▸ WHAT YOU NEED TO DO:
What's wanted here is the full listing below, repeated exactly, with no images in it.

▸ DATA FOR THIS EXERCISE:
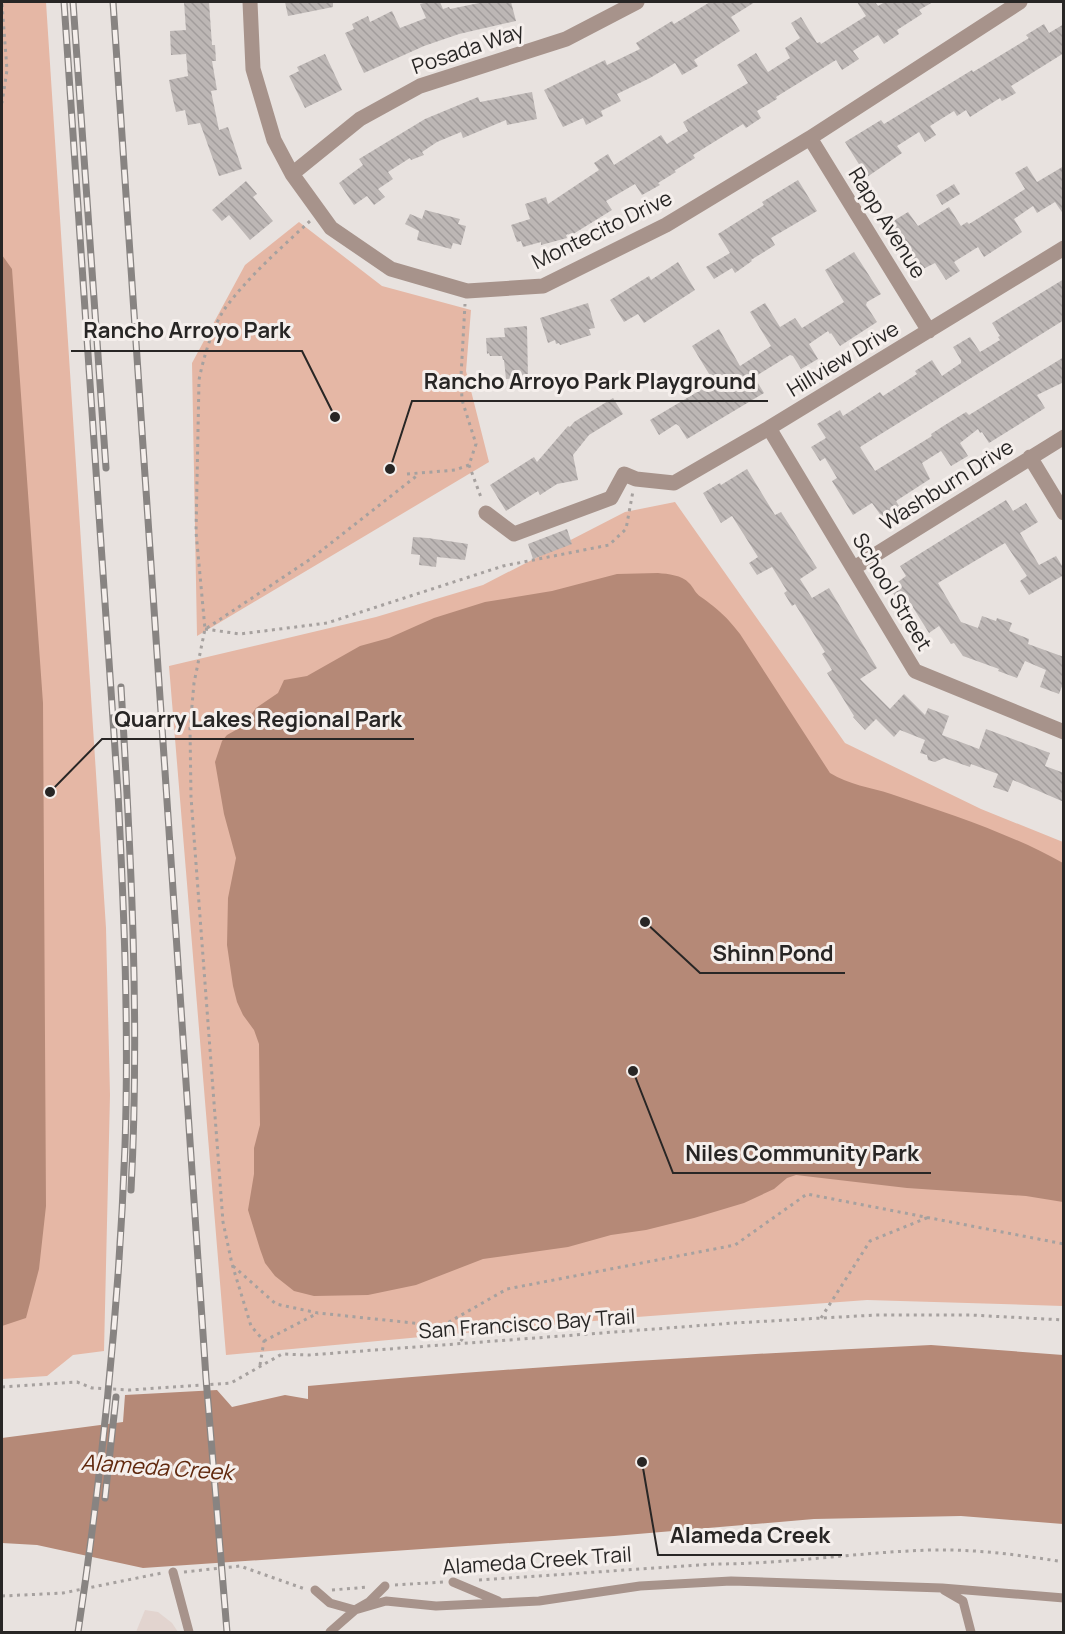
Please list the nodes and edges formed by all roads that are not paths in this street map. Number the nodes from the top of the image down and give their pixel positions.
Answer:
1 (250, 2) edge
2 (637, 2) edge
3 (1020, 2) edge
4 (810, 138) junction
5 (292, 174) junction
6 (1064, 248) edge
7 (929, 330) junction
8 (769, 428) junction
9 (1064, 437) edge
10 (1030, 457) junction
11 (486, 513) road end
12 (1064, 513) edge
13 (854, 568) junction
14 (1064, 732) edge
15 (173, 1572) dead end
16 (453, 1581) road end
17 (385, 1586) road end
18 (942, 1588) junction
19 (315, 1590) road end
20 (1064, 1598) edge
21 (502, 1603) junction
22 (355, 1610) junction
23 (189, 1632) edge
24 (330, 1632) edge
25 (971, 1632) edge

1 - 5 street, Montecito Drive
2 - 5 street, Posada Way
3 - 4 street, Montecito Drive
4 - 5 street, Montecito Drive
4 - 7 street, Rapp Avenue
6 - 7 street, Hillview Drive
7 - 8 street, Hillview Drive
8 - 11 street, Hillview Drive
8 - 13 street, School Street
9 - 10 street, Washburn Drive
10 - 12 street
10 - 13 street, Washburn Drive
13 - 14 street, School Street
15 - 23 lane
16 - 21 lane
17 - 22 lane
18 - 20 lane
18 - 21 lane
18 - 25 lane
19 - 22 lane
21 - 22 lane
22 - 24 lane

▸ YOUR RESPONSE:
Please list the nodes and edges formed by all roads that are not paths in this street map. Number the nodes from the top of the image down and give their pixel positions.
Answer:
1 (250, 2) edge
2 (637, 2) edge
3 (1020, 2) edge
4 (810, 138) junction
5 (292, 174) junction
6 (1064, 248) edge
7 (929, 330) junction
8 (769, 428) junction
9 (1064, 437) edge
10 (1030, 457) junction
11 (486, 513) road end
12 (1064, 513) edge
13 (854, 568) junction
14 (1064, 732) edge
15 (173, 1572) dead end
16 (453, 1581) road end
17 (385, 1586) road end
18 (942, 1588) junction
19 (315, 1590) road end
20 (1064, 1598) edge
21 (502, 1603) junction
22 (355, 1610) junction
23 (189, 1632) edge
24 (330, 1632) edge
25 (971, 1632) edge

1 - 5 street, Montecito Drive
2 - 5 street, Posada Way
3 - 4 street, Montecito Drive
4 - 5 street, Montecito Drive
4 - 7 street, Rapp Avenue
6 - 7 street, Hillview Drive
7 - 8 street, Hillview Drive
8 - 11 street, Hillview Drive
8 - 13 street, School Street
9 - 10 street, Washburn Drive
10 - 12 street
10 - 13 street, Washburn Drive
13 - 14 street, School Street
15 - 23 lane
16 - 21 lane
17 - 22 lane
18 - 20 lane
18 - 21 lane
18 - 25 lane
19 - 22 lane
21 - 22 lane
22 - 24 lane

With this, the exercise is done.